90% der Haushalte brauchen kein 22 kW. Hier ist der Entscheidungsbaum, der Sie in vier Fragen zum richtigen Ladegerät bringt — und der Grund, warum das Gehirn des Ladegeräts mehr zählt als seine Muskeln.
Beginnen Sie mit der einzigen Zahl, die zählt: wie viel Energie Sie tatsächlich über Nacht nachladen müssen. Der durchschnittliche belgische EV-Fahrer fährt 40–60 km pro Tag — 8 bis 12 kWh. Ein 11-kW-Drehstromladegerät ersetzt das in etwa einer Stunde; selbst eine 7,4-kW-Einphaseneinheit schafft es vor Mitternacht. Die 22-kW-Einheit, die Ihr Auto um 19:30 Uhr lädt und dann stillsteht, ist in keiner Weise schneller in etwas, das Ihr Leben berührt — sie kostet nur €200–€400 mehr und riskiert in Belgien, Sie in eine höhere Kapazitätstarifbande zu drängen, wenn sie im falschen Moment läuft.
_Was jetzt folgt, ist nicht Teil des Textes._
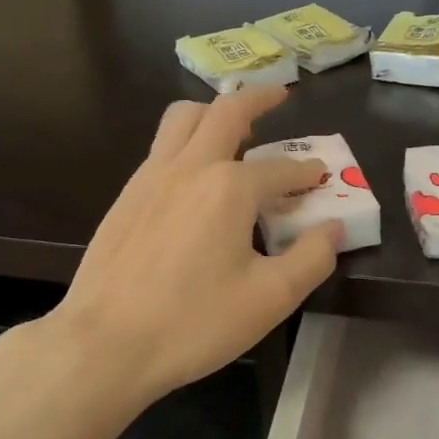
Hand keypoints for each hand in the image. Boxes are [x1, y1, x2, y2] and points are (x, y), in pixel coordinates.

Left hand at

Frage eins: Was erlaubt Ihr Anschluss? Ein Großteil des flämischen Wohnungsbestands ist einphasig 40A, was Sie ohne kostspielige Aufrüstung auf 7,4 kW begrenzt. Prüfen Sie vor dem Kauf. Frage zwei: Haben Sie Solar? Falls ja, lädt ein Ladegerät mit PV-Überschussmodus das Auto aus dem Dachüberschuss — kostenlose Kilometer den ganzen Sommer. Frage drei: Sind Sie in einem dynamischen Tarif, oder erwägen Sie einen? Dann ist Planungsintelligenz wertvoller als jede Hardware-Spec: 2.800 kWh pro Jahr in billigen Viertelstunden laden spart €150–€310 jährlich gegenüber unverwaltetem Laden. Frage vier: Ist Bidirektionalität in Ihrer Zukunft? Vehicle-to-Home ist in Belgien legal, aber die Regeln des Netzbetreibers entscheiden über das Wie ; “V2H-ready”-Hardware zu kaufen ergibt heute nur Sinn, wenn das Ladegerät den Weg dokumentiert.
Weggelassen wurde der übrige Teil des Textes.